It is almost superfluous to say that Mr. Hope-Scott never exceeded the
legitimate bounds of forensic debate. All litigated questions, and
especially this species of private legislation, have two sides, and it is
the business of an advocate to present in the most favourable light the
cause which he is retained to defend. Deliberate sophistry is as culpable
as false relations of fact; but completeness or judicial impartiality
belongs to the tribunal, and not to the representative of the litigant.
When all moral scruples have been allowed their full weight, the
qualifications of a great advocate are almost exclusively intellectual. It
is to this part of Mr. Hope-Scott's character that I have strictly
endeavoured to confine myself. It is probable that an attempt to analyse a
distinct personal impression may have produced but a vague result. I have
little doubt that, although Mr. Hope-Scott was almost unequalled in
professional ability, his real life lay outside his occupation as an
advocate. The grounds of the affection and admiration with which he is
remembered by his family and his nearest friends have but a remote
connection with the faculties and accomplishments which I have endeavoured
to describe.

Another friend (Mr. H. L. Cameron), who had continual opportunities, from
about the year 1859, of observing Mr. Hope-Scott's character in its
professional aspect, furnishes some very interesting reminiscences, on a
part of which, however, it may be worth while to observe that the
versatility and pliability of intellect which the writer so well describes
in Mr. Hope-Scott is no doubt more or less common to every great barrister,
and is a habit to which all who are actively engaged in the profession are
obliged to train their minds as they can. Still, it is equally certain that
Mr. Hope-Scott possessed this faculty in an uncommon degree; and, in order
to form a complete idea of him as he appeared in the eyes of his
contemporaries, as well as to understand the relations of one part of his
character to another, it is necessary to draw these features in
considerable detail. After noticing particularly a very pleasing trait in
Mr. Hope-Scott's demeanour as a leading counsel, shown in the kindness and
tact with which, in consultation, he took care to prevent the inexperience
or ignorance of his juniors being made apparent, and sought rather to ask
them questions on points which they were likely to know something about,
Mr. Cameron continues as follows:--

RECOLLECTIONS OF MR. H.L. CAMERON.

What made Mr. Hope-Scott so much loved by all who were brought into contact
with him was his great amiability, thorough kindness of heart: his care was
always not to hurt or wound another's feelings; and even in the heat of
debate, and under great provocation, I never heard him utter an unkind
word, or put a harsh construction on the conduct of any one, even an
adversary.

As regards his talents, they are so universally known and admitted, that I
can say very little you have not heard already.
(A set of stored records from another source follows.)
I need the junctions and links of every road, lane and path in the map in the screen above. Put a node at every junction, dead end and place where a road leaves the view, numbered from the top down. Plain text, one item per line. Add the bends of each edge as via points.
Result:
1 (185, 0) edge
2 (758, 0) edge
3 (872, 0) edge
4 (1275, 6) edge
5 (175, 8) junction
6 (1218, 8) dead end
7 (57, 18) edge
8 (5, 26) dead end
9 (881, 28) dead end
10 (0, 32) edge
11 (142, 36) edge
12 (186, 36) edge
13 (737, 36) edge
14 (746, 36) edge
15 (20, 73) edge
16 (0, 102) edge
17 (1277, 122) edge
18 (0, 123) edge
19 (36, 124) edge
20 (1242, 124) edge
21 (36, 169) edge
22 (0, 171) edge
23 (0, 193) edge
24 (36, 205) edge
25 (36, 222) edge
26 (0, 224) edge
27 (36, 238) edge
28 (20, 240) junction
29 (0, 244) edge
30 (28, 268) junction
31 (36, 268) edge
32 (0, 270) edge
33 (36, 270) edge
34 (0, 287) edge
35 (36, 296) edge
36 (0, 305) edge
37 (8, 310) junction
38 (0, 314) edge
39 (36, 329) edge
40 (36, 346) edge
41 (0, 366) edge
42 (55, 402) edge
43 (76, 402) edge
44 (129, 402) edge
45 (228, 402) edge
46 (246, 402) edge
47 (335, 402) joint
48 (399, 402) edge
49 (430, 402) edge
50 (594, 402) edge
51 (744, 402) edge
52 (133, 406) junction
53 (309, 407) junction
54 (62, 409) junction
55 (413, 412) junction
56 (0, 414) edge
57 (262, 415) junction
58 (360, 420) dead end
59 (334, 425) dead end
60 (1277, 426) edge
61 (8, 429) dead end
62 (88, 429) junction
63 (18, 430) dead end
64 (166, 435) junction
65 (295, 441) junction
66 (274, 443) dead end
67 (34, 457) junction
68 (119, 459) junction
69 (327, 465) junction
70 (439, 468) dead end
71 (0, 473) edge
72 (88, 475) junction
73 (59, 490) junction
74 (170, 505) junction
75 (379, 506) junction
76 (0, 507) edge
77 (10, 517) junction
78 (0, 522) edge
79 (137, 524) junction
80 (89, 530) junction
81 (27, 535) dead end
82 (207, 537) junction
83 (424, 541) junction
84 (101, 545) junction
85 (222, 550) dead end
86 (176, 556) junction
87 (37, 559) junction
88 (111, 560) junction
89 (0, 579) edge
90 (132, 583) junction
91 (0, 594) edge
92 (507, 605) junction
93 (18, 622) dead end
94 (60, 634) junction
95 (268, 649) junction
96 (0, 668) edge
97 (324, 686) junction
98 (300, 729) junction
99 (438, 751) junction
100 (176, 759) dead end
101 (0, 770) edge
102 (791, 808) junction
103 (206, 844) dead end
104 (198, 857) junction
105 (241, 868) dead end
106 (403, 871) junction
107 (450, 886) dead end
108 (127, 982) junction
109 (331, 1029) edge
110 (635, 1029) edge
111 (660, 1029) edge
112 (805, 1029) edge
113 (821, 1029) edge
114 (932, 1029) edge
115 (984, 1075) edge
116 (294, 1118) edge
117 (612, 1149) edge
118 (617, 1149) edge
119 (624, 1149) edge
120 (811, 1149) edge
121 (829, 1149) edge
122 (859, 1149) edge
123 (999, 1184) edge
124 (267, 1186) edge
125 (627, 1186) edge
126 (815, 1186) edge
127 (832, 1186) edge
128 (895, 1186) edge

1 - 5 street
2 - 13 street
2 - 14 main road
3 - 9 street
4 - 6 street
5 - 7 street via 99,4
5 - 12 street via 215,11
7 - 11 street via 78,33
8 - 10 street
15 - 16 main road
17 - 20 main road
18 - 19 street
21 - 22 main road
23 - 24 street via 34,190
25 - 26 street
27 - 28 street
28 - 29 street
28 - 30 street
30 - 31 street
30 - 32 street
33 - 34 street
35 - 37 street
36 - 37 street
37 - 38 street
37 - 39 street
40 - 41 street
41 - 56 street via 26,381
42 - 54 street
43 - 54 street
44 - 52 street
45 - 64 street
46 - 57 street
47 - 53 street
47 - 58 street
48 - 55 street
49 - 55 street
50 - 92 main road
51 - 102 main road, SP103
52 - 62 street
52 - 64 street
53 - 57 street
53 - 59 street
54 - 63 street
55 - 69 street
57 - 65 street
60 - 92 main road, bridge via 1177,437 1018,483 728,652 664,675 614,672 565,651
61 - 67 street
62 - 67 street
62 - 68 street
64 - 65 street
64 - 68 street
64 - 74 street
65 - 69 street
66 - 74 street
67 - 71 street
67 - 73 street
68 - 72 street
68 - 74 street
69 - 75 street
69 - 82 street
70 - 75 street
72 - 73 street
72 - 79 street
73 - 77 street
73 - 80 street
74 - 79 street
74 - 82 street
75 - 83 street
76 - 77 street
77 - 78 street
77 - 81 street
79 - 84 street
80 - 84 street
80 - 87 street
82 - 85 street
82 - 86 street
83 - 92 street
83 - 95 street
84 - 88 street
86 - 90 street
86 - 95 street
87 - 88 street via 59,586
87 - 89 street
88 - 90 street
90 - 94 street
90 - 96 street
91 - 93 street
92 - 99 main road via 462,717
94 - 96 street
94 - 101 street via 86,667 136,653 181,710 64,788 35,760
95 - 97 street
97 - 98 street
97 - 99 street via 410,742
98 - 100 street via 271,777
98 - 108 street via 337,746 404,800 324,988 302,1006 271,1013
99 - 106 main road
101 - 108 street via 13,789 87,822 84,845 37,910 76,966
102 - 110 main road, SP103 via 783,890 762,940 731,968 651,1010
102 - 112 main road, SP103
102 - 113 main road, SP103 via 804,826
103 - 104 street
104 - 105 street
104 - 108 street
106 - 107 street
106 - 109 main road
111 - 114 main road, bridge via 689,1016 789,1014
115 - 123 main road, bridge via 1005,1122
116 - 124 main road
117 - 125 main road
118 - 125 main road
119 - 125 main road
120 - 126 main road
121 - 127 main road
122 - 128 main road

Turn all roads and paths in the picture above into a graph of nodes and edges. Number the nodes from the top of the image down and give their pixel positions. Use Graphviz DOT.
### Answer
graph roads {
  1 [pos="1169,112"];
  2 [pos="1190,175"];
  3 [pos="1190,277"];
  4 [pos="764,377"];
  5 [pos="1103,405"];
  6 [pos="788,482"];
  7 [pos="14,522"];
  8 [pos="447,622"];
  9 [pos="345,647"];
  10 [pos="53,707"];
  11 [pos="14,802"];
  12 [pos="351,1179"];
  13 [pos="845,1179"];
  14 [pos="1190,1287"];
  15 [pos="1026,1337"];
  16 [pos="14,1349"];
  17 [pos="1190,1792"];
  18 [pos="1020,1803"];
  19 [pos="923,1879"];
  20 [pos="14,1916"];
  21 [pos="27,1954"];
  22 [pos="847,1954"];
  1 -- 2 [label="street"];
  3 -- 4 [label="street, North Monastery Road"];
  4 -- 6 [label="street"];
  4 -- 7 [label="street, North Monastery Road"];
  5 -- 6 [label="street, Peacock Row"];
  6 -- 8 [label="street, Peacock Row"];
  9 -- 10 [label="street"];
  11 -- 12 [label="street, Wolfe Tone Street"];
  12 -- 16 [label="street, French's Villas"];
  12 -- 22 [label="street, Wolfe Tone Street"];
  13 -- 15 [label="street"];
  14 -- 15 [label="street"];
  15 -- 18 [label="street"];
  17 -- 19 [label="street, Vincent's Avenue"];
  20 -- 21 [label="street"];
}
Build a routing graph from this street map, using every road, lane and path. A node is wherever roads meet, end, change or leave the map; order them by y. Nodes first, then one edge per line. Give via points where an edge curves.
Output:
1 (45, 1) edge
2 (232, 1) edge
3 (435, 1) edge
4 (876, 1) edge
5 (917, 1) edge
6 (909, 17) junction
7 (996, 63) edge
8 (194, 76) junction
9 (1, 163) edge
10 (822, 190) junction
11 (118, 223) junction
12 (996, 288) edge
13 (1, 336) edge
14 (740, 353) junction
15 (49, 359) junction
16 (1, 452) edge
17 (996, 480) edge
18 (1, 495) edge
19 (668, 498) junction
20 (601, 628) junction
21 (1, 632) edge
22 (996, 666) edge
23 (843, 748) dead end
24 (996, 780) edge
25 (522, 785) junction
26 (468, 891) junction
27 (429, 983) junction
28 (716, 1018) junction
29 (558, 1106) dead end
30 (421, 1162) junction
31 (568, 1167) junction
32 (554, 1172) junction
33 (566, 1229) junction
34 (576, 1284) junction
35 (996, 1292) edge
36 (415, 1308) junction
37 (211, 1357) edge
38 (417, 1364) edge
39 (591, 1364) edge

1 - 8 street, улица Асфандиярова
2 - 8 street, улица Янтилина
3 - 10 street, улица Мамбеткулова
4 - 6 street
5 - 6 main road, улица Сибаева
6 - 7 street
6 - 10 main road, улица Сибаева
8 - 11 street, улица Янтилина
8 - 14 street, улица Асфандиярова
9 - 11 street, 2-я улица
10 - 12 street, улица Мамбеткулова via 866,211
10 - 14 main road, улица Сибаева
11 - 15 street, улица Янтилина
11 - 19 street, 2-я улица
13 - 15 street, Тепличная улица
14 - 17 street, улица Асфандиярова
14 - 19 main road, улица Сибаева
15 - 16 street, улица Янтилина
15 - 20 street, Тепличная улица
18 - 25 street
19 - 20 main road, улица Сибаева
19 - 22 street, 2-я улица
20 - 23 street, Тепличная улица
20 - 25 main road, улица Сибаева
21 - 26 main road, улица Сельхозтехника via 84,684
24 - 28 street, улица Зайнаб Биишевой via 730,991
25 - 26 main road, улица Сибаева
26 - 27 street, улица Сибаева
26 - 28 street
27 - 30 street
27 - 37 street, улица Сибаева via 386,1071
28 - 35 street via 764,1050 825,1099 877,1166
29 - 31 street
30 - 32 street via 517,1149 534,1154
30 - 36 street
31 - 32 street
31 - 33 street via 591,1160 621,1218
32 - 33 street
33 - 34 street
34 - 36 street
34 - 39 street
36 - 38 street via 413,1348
Westminster has rarely--
never certainly in later years--heard such an advocate. The secret of his
great success at the bar, beyond his intellectual power, lay, I think, in a
peculiar charm and fascination of manner--a manner which could invest the
driest and most technical matters with interest, and compelled the
attention of the hearers to the subject under discussion. The melody of his
voice was, to me, one of his greatest attractions. Then, again, what a
noble presence! and that goes a long way at the Bar. I can look back, and
see now, as he used to walk into his room to attend some consultation, how
vigorous, handsome, and stately he always appeared, bringing the force of
his powerful intellect at once to bear upon the subject under
consideration, doing all in such a genial manner, without any attempt at
showing his mental superiority to those around him.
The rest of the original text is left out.